■ **EXERCISE DESCRIPTION**
Copy out all the records, word for word.

=-=-=-=-=

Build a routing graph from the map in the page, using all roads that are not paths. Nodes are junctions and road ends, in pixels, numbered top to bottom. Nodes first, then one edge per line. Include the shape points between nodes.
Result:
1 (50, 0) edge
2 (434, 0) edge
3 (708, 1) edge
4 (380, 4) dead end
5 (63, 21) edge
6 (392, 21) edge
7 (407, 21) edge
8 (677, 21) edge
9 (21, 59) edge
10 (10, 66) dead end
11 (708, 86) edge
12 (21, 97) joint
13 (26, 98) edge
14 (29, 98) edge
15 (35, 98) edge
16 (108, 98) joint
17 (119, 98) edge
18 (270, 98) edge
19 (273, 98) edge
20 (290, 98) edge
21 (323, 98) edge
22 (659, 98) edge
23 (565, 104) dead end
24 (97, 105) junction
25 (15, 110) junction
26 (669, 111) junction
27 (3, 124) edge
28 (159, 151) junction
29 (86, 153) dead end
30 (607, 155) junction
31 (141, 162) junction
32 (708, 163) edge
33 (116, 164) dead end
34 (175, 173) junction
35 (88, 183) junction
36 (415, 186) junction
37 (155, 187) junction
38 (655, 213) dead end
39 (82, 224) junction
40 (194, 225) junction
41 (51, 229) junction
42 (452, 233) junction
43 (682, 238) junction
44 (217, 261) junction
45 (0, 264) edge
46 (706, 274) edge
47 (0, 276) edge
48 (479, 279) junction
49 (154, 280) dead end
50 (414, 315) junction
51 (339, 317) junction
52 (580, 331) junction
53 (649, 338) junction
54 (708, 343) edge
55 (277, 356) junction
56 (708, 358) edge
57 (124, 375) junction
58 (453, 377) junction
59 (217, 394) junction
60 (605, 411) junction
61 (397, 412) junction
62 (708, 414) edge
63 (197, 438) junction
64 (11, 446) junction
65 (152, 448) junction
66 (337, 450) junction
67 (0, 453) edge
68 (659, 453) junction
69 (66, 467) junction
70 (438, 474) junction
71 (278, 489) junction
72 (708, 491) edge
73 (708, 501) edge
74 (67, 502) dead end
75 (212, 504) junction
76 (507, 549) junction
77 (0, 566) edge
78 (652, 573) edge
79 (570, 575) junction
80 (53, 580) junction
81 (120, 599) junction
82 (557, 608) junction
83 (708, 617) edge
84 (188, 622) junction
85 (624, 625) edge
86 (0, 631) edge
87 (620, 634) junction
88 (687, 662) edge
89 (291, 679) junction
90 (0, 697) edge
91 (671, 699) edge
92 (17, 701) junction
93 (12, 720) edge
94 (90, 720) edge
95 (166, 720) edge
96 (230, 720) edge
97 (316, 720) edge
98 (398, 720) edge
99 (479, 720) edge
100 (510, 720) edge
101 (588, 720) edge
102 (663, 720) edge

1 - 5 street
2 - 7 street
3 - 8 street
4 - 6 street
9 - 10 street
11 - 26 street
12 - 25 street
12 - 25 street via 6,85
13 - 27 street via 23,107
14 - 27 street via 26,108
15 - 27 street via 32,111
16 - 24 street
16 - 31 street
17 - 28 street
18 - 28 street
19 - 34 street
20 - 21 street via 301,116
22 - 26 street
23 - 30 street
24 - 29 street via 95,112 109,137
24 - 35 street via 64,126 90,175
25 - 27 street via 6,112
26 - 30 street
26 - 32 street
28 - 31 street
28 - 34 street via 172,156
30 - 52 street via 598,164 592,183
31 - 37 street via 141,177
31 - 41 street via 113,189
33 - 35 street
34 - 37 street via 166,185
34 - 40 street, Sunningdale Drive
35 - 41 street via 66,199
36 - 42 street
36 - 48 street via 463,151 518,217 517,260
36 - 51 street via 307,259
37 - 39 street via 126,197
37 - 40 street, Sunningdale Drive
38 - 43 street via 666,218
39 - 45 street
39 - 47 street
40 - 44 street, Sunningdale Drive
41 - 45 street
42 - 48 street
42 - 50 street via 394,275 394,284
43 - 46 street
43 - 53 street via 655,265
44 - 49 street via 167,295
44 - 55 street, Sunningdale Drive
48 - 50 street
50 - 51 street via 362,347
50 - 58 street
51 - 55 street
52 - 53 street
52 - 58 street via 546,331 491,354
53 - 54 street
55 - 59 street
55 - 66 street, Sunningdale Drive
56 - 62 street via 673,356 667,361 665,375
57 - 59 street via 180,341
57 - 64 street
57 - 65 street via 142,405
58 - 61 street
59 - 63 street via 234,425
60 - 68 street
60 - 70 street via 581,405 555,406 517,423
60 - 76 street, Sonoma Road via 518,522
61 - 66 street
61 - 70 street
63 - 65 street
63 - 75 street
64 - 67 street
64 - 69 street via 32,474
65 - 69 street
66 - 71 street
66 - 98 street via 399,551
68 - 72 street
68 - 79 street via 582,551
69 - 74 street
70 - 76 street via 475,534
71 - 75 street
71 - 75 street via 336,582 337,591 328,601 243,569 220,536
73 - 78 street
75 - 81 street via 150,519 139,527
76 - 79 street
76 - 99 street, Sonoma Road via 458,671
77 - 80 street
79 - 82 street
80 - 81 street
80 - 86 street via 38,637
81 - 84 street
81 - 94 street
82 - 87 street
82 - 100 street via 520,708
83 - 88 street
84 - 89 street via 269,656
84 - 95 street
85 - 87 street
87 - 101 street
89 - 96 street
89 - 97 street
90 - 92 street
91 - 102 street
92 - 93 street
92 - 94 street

=-=-=-=-=

■ **ANSWER**
Build a routing graph from the map in the page, using all roads that are not paths. Nodes are junctions and road ends, in pixels, numbered top to bottom. Nodes first, then one edge per line. Include the shape points between nodes.
Result:
1 (50, 0) edge
2 (434, 0) edge
3 (708, 1) edge
4 (380, 4) dead end
5 (63, 21) edge
6 (392, 21) edge
7 (407, 21) edge
8 (677, 21) edge
9 (21, 59) edge
10 (10, 66) dead end
11 (708, 86) edge
12 (21, 97) joint
13 (26, 98) edge
14 (29, 98) edge
15 (35, 98) edge
16 (108, 98) joint
17 (119, 98) edge
18 (270, 98) edge
19 (273, 98) edge
20 (290, 98) edge
21 (323, 98) edge
22 (659, 98) edge
23 (565, 104) dead end
24 (97, 105) junction
25 (15, 110) junction
26 (669, 111) junction
27 (3, 124) edge
28 (159, 151) junction
29 (86, 153) dead end
30 (607, 155) junction
31 (141, 162) junction
32 (708, 163) edge
33 (116, 164) dead end
34 (175, 173) junction
35 (88, 183) junction
36 (415, 186) junction
37 (155, 187) junction
38 (655, 213) dead end
39 (82, 224) junction
40 (194, 225) junction
41 (51, 229) junction
42 (452, 233) junction
43 (682, 238) junction
44 (217, 261) junction
45 (0, 264) edge
46 (706, 274) edge
47 (0, 276) edge
48 (479, 279) junction
49 (154, 280) dead end
50 (414, 315) junction
51 (339, 317) junction
52 (580, 331) junction
53 (649, 338) junction
54 (708, 343) edge
55 (277, 356) junction
56 (708, 358) edge
57 (124, 375) junction
58 (453, 377) junction
59 (217, 394) junction
60 (605, 411) junction
61 (397, 412) junction
62 (708, 414) edge
63 (197, 438) junction
64 (11, 446) junction
65 (152, 448) junction
66 (337, 450) junction
67 (0, 453) edge
68 (659, 453) junction
69 (66, 467) junction
70 (438, 474) junction
71 (278, 489) junction
72 (708, 491) edge
73 (708, 501) edge
74 (67, 502) dead end
75 (212, 504) junction
76 (507, 549) junction
77 (0, 566) edge
78 (652, 573) edge
79 (570, 575) junction
80 (53, 580) junction
81 (120, 599) junction
82 (557, 608) junction
83 (708, 617) edge
84 (188, 622) junction
85 (624, 625) edge
86 (0, 631) edge
87 (620, 634) junction
88 (687, 662) edge
89 (291, 679) junction
90 (0, 697) edge
91 (671, 699) edge
92 (17, 701) junction
93 (12, 720) edge
94 (90, 720) edge
95 (166, 720) edge
96 (230, 720) edge
97 (316, 720) edge
98 (398, 720) edge
99 (479, 720) edge
100 (510, 720) edge
101 (588, 720) edge
102 (663, 720) edge

1 - 5 street
2 - 7 street
3 - 8 street
4 - 6 street
9 - 10 street
11 - 26 street
12 - 25 street
12 - 25 street via 6,85
13 - 27 street via 23,107
14 - 27 street via 26,108
15 - 27 street via 32,111
16 - 24 street
16 - 31 street
17 - 28 street
18 - 28 street
19 - 34 street
20 - 21 street via 301,116
22 - 26 street
23 - 30 street
24 - 29 street via 95,112 109,137
24 - 35 street via 64,126 90,175
25 - 27 street via 6,112
26 - 30 street
26 - 32 street
28 - 31 street
28 - 34 street via 172,156
30 - 52 street via 598,164 592,183
31 - 37 street via 141,177
31 - 41 street via 113,189
33 - 35 street
34 - 37 street via 166,185
34 - 40 street, Sunningdale Drive
35 - 41 street via 66,199
36 - 42 street
36 - 48 street via 463,151 518,217 517,260
36 - 51 street via 307,259
37 - 39 street via 126,197
37 - 40 street, Sunningdale Drive
38 - 43 street via 666,218
39 - 45 street
39 - 47 street
40 - 44 street, Sunningdale Drive
41 - 45 street
42 - 48 street
42 - 50 street via 394,275 394,284
43 - 46 street
43 - 53 street via 655,265
44 - 49 street via 167,295
44 - 55 street, Sunningdale Drive
48 - 50 street
50 - 51 street via 362,347
50 - 58 street
51 - 55 street
52 - 53 street
52 - 58 street via 546,331 491,354
53 - 54 street
55 - 59 street
55 - 66 street, Sunningdale Drive
56 - 62 street via 673,356 667,361 665,375
57 - 59 street via 180,341
57 - 64 street
57 - 65 street via 142,405
58 - 61 street
59 - 63 street via 234,425
60 - 68 street
60 - 70 street via 581,405 555,406 517,423
60 - 76 street, Sonoma Road via 518,522
61 - 66 street
61 - 70 street
63 - 65 street
63 - 75 street
64 - 67 street
64 - 69 street via 32,474
65 - 69 street
66 - 71 street
66 - 98 street via 399,551
68 - 72 street
68 - 79 street via 582,551
69 - 74 street
70 - 76 street via 475,534
71 - 75 street
71 - 75 street via 336,582 337,591 328,601 243,569 220,536
73 - 78 street
75 - 81 street via 150,519 139,527
76 - 79 street
76 - 99 street, Sonoma Road via 458,671
77 - 80 street
79 - 82 street
80 - 81 street
80 - 86 street via 38,637
81 - 84 street
81 - 94 street
82 - 87 street
82 - 100 street via 520,708
83 - 88 street
84 - 89 street via 269,656
84 - 95 street
85 - 87 street
87 - 101 street
89 - 96 street
89 - 97 street
90 - 92 street
91 - 102 street
92 - 93 street
92 - 94 street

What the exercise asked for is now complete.